What lines in the records include the string "ابوالقاسم"? Return each one.

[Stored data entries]
[Start of Attachment]

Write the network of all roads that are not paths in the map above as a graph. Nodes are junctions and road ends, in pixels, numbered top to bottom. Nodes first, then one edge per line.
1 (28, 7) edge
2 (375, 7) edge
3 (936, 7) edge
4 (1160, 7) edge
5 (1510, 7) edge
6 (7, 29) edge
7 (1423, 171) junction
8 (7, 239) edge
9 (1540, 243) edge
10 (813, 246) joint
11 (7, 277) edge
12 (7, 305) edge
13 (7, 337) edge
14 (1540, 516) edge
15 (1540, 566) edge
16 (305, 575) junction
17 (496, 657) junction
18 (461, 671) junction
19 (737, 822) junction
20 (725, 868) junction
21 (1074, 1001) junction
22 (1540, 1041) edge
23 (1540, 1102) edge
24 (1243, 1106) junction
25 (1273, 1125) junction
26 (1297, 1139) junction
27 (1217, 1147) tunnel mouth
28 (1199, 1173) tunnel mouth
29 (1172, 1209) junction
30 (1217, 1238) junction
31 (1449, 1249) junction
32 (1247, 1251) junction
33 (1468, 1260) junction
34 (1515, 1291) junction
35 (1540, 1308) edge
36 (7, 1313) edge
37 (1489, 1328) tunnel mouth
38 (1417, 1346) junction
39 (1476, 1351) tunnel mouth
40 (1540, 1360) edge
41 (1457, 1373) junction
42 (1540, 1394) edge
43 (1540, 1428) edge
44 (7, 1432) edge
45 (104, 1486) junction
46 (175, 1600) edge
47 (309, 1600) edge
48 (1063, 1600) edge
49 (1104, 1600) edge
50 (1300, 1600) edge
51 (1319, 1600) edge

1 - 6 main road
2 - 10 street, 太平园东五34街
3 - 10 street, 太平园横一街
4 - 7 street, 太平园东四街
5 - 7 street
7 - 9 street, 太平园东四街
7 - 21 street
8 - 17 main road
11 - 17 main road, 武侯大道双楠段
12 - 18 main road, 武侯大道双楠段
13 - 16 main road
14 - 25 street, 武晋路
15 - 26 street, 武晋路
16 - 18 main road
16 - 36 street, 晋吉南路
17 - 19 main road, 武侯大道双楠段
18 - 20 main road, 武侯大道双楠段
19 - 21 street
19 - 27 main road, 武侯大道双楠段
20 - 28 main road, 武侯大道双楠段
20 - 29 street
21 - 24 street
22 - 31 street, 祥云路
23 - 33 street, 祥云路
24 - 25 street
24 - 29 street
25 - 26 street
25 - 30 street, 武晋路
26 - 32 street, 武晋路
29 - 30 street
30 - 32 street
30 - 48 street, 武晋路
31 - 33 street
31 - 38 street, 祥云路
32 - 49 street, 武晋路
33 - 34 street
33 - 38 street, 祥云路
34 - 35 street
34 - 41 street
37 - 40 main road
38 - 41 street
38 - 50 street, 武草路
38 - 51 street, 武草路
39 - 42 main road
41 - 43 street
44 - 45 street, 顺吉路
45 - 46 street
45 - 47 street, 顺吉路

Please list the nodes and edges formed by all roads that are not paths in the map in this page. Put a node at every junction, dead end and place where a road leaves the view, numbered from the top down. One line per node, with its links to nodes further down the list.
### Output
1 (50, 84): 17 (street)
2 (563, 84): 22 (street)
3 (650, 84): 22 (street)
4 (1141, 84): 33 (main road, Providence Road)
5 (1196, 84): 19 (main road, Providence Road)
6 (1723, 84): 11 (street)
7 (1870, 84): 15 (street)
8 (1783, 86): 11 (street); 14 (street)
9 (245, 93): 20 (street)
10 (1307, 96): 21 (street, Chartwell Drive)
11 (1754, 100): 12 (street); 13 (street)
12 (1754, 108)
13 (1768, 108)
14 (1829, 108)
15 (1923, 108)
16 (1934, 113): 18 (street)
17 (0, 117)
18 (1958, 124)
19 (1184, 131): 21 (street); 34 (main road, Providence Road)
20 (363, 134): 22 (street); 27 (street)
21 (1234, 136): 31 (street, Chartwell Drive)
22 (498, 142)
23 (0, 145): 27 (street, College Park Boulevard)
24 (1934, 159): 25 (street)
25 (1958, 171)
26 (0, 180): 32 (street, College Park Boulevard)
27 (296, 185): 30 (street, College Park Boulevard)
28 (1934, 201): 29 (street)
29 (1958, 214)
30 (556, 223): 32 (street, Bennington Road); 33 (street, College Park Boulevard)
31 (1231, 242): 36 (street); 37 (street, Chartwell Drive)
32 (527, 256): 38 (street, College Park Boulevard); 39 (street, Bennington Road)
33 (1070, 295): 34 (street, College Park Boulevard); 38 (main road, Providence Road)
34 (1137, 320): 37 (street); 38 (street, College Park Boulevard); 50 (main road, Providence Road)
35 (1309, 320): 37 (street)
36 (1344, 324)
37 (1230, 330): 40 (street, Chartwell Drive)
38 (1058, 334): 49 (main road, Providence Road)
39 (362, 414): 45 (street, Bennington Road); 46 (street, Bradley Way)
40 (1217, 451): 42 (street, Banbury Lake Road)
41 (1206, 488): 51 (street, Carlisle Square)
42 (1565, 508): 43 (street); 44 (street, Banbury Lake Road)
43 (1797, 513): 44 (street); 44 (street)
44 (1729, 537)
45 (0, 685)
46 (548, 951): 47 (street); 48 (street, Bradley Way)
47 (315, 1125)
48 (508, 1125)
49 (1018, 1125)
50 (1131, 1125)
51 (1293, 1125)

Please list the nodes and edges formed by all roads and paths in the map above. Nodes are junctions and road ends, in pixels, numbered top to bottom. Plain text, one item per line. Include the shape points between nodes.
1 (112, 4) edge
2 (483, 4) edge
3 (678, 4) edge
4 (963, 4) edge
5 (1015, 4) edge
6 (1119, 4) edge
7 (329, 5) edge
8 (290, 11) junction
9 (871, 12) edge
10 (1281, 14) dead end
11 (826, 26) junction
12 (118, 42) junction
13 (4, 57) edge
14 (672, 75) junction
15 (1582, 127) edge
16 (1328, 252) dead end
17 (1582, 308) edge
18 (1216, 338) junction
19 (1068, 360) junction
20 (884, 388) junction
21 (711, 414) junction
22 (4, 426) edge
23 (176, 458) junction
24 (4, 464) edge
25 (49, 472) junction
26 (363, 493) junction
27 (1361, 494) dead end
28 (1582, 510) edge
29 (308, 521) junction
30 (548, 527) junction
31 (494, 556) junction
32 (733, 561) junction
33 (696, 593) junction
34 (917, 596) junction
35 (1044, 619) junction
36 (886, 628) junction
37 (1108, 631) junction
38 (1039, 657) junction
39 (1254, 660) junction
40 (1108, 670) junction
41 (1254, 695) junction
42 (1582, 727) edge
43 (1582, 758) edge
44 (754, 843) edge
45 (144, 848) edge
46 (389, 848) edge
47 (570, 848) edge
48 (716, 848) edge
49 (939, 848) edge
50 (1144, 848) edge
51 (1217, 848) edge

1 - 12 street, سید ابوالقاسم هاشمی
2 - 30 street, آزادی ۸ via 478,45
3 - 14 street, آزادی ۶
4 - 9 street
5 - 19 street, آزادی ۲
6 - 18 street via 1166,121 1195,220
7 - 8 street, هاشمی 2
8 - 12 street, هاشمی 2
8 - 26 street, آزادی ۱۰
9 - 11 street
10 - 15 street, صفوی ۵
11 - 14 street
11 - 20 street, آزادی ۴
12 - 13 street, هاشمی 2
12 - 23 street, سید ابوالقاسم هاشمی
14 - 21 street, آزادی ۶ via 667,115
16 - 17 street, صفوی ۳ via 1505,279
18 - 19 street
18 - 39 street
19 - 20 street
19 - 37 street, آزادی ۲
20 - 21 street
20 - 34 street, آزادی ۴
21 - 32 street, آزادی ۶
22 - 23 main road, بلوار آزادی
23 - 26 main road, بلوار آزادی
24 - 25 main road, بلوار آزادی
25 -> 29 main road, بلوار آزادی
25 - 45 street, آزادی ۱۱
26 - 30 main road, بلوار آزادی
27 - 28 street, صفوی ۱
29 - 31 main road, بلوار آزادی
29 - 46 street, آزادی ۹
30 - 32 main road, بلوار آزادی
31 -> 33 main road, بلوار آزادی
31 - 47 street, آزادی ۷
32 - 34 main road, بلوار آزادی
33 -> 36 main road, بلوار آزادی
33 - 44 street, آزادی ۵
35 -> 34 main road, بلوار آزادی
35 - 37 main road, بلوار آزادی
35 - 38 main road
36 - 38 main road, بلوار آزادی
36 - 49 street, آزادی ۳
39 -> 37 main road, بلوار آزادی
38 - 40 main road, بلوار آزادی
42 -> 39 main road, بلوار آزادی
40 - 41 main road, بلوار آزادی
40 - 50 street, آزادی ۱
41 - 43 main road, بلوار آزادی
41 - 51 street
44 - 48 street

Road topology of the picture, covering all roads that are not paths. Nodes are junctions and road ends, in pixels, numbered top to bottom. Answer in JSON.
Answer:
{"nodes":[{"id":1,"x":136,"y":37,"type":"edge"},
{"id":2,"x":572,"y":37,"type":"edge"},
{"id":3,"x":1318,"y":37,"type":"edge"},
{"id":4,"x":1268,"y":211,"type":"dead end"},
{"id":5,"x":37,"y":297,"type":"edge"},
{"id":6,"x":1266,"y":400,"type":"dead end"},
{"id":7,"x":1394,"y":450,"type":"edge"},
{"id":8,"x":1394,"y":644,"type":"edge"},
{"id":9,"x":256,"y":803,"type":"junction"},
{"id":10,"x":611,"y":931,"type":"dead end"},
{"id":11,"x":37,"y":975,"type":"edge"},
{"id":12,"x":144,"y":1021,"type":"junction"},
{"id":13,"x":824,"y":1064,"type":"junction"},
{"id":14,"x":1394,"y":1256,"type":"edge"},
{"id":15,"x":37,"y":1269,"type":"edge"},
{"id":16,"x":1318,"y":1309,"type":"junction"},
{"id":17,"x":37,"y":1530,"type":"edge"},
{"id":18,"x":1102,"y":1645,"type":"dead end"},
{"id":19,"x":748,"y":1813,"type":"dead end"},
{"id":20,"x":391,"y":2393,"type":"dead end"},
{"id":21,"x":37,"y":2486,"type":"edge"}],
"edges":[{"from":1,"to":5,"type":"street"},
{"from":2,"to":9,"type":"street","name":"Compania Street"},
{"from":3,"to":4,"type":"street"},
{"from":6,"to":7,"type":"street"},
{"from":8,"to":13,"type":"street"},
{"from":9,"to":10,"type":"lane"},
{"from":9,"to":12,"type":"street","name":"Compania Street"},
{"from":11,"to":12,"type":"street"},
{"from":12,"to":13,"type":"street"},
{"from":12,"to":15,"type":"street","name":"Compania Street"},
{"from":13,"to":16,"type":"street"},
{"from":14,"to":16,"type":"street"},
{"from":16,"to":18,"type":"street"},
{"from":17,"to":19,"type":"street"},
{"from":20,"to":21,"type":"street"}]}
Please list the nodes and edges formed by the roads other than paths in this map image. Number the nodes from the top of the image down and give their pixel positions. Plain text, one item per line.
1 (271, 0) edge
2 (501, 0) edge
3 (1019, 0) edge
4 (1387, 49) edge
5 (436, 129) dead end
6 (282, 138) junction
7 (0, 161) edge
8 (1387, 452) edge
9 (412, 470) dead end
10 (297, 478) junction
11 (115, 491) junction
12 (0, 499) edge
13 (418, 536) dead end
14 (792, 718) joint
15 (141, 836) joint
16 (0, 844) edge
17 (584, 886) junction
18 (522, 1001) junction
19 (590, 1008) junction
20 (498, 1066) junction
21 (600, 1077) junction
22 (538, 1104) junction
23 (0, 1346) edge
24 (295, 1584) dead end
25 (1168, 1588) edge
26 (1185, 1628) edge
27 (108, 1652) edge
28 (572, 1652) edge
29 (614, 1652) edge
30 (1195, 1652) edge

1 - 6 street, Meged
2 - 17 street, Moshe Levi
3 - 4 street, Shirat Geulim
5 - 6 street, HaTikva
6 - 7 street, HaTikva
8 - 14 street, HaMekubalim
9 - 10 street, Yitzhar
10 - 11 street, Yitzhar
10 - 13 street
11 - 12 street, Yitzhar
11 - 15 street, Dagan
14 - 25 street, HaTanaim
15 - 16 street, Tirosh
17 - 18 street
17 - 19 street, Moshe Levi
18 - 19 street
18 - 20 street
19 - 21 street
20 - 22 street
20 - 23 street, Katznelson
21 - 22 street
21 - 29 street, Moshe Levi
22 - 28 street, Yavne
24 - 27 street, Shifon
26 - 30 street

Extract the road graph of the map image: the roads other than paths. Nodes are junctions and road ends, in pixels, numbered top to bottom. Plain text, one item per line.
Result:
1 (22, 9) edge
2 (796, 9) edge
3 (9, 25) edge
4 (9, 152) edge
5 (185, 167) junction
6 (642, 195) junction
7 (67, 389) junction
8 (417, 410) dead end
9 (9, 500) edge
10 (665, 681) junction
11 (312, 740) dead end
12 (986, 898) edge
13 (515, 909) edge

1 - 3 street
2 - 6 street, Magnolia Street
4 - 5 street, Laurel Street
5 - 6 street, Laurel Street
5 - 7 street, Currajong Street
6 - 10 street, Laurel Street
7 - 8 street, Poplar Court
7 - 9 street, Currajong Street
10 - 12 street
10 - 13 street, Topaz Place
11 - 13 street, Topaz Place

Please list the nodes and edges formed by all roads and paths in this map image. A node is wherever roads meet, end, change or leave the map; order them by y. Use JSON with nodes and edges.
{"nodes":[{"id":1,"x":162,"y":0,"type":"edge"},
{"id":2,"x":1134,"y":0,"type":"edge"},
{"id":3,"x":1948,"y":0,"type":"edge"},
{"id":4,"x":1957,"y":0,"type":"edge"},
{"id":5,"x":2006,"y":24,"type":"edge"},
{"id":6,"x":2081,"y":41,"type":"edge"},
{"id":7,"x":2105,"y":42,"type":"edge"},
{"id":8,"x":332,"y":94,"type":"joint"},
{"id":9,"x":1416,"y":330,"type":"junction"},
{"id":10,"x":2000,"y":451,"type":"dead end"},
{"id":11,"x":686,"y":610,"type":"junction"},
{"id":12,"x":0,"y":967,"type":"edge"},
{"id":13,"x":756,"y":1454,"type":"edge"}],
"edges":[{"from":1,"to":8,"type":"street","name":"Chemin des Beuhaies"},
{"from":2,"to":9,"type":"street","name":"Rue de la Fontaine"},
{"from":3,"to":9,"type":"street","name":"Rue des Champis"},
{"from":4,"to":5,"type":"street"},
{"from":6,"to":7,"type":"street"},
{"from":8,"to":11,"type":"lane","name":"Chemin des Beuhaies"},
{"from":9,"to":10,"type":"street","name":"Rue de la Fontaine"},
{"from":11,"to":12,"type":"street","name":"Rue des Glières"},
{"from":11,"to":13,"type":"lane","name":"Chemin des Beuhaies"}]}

[End of Attachment]

• _OUTPUT FOR THIS TASK_:
1 - 12 street, سید ابوالقاسم هاشمی
12 - 23 street, سید ابوالقاسم هاشمی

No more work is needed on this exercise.